Data provided: Begin
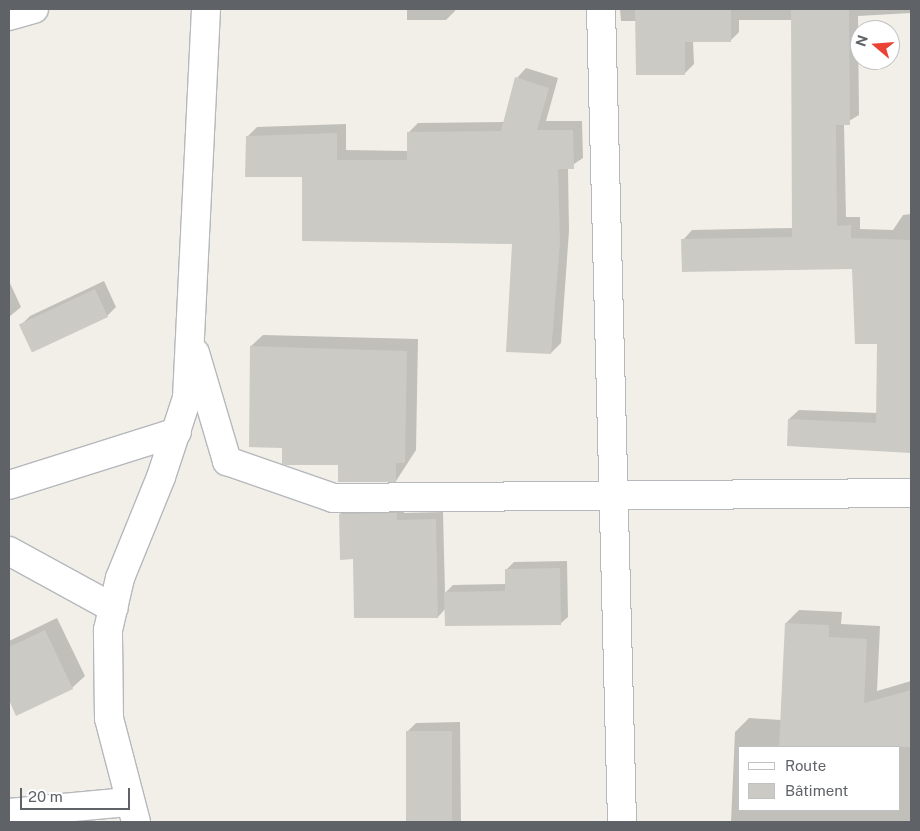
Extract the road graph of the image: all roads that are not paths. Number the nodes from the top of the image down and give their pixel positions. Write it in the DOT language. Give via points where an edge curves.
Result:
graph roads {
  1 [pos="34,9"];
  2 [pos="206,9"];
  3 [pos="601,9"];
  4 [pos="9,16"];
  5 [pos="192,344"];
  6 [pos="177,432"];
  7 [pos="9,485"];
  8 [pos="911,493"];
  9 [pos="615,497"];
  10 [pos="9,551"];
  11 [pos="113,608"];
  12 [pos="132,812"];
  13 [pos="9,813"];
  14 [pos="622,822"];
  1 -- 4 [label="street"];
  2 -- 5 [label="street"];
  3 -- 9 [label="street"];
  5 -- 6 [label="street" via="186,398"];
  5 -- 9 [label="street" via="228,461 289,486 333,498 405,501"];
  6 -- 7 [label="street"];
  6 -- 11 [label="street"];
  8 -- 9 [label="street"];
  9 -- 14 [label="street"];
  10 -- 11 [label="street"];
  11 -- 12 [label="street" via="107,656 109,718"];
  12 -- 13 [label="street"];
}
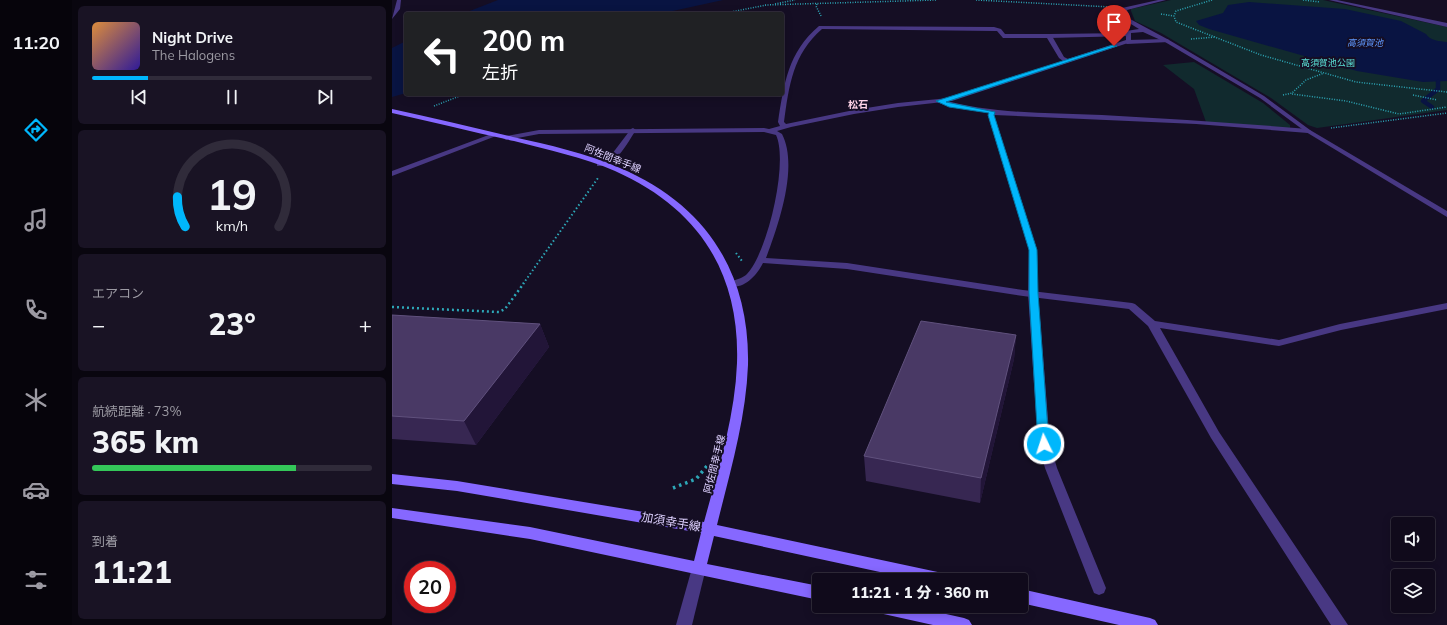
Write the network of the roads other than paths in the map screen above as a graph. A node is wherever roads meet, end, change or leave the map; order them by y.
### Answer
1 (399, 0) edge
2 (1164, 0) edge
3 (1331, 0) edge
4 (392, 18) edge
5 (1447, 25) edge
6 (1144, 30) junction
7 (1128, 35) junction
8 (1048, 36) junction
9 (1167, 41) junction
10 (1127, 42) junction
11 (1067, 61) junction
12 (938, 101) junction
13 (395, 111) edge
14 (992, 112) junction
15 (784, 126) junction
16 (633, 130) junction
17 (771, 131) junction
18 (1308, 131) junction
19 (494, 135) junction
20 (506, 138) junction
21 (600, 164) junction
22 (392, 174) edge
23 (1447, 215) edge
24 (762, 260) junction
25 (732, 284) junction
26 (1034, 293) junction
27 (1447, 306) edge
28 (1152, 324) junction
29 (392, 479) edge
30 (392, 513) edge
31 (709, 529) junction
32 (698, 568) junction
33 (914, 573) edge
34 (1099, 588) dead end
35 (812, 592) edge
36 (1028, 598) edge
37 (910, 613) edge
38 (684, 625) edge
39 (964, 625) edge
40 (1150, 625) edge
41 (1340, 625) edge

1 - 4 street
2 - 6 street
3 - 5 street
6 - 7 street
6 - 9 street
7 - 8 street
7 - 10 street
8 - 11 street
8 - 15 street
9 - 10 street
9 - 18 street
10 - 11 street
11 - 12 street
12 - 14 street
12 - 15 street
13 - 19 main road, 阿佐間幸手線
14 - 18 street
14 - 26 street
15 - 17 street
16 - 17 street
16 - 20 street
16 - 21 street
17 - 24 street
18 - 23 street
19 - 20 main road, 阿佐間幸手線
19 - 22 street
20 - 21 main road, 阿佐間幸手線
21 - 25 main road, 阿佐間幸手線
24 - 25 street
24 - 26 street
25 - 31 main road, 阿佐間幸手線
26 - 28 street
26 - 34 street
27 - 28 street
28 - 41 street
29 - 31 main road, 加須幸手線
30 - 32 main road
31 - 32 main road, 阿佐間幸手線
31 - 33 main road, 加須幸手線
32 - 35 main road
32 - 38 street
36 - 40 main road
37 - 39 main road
Data provided: End
**Required work**
Every record above must be printed exactly, except for its images.

**Solution**
Extract the road graph of the image: all roads that are not paths. Number the nodes from the top of the image down and give their pixel positions. Write it in the DOT language. Give via points where an edge curves.
Result:
graph roads {
  1 [pos="34,9"];
  2 [pos="206,9"];
  3 [pos="601,9"];
  4 [pos="9,16"];
  5 [pos="192,344"];
  6 [pos="177,432"];
  7 [pos="9,485"];
  8 [pos="911,493"];
  9 [pos="615,497"];
  10 [pos="9,551"];
  11 [pos="113,608"];
  12 [pos="132,812"];
  13 [pos="9,813"];
  14 [pos="622,822"];
  1 -- 4 [label="street"];
  2 -- 5 [label="street"];
  3 -- 9 [label="street"];
  5 -- 6 [label="street" via="186,398"];
  5 -- 9 [label="street" via="228,461 289,486 333,498 405,501"];
  6 -- 7 [label="street"];
  6 -- 11 [label="street"];
  8 -- 9 [label="street"];
  9 -- 14 [label="street"];
  10 -- 11 [label="street"];
  11 -- 12 [label="street" via="107,656 109,718"];
  12 -- 13 [label="street"];
}
Write the network of the roads other than paths in the map screen above as a graph. A node is wherever roads meet, end, change or leave the map; order them by y.
### Answer
1 (399, 0) edge
2 (1164, 0) edge
3 (1331, 0) edge
4 (392, 18) edge
5 (1447, 25) edge
6 (1144, 30) junction
7 (1128, 35) junction
8 (1048, 36) junction
9 (1167, 41) junction
10 (1127, 42) junction
11 (1067, 61) junction
12 (938, 101) junction
13 (395, 111) edge
14 (992, 112) junction
15 (784, 126) junction
16 (633, 130) junction
17 (771, 131) junction
18 (1308, 131) junction
19 (494, 135) junction
20 (506, 138) junction
21 (600, 164) junction
22 (392, 174) edge
23 (1447, 215) edge
24 (762, 260) junction
25 (732, 284) junction
26 (1034, 293) junction
27 (1447, 306) edge
28 (1152, 324) junction
29 (392, 479) edge
30 (392, 513) edge
31 (709, 529) junction
32 (698, 568) junction
33 (914, 573) edge
34 (1099, 588) dead end
35 (812, 592) edge
36 (1028, 598) edge
37 (910, 613) edge
38 (684, 625) edge
39 (964, 625) edge
40 (1150, 625) edge
41 (1340, 625) edge

1 - 4 street
2 - 6 street
3 - 5 street
6 - 7 street
6 - 9 street
7 - 8 street
7 - 10 street
8 - 11 street
8 - 15 street
9 - 10 street
9 - 18 street
10 - 11 street
11 - 12 street
12 - 14 street
12 - 15 street
13 - 19 main road, 阿佐間幸手線
14 - 18 street
14 - 26 street
15 - 17 street
16 - 17 street
16 - 20 street
16 - 21 street
17 - 24 street
18 - 23 street
19 - 20 main road, 阿佐間幸手線
19 - 22 street
20 - 21 main road, 阿佐間幸手線
21 - 25 main road, 阿佐間幸手線
24 - 25 street
24 - 26 street
25 - 31 main road, 阿佐間幸手線
26 - 28 street
26 - 34 street
27 - 28 street
28 - 41 street
29 - 31 main road, 加須幸手線
30 - 32 main road
31 - 32 main road, 阿佐間幸手線
31 - 33 main road, 加須幸手線
32 - 35 main road
32 - 38 street
36 - 40 main road
37 - 39 main road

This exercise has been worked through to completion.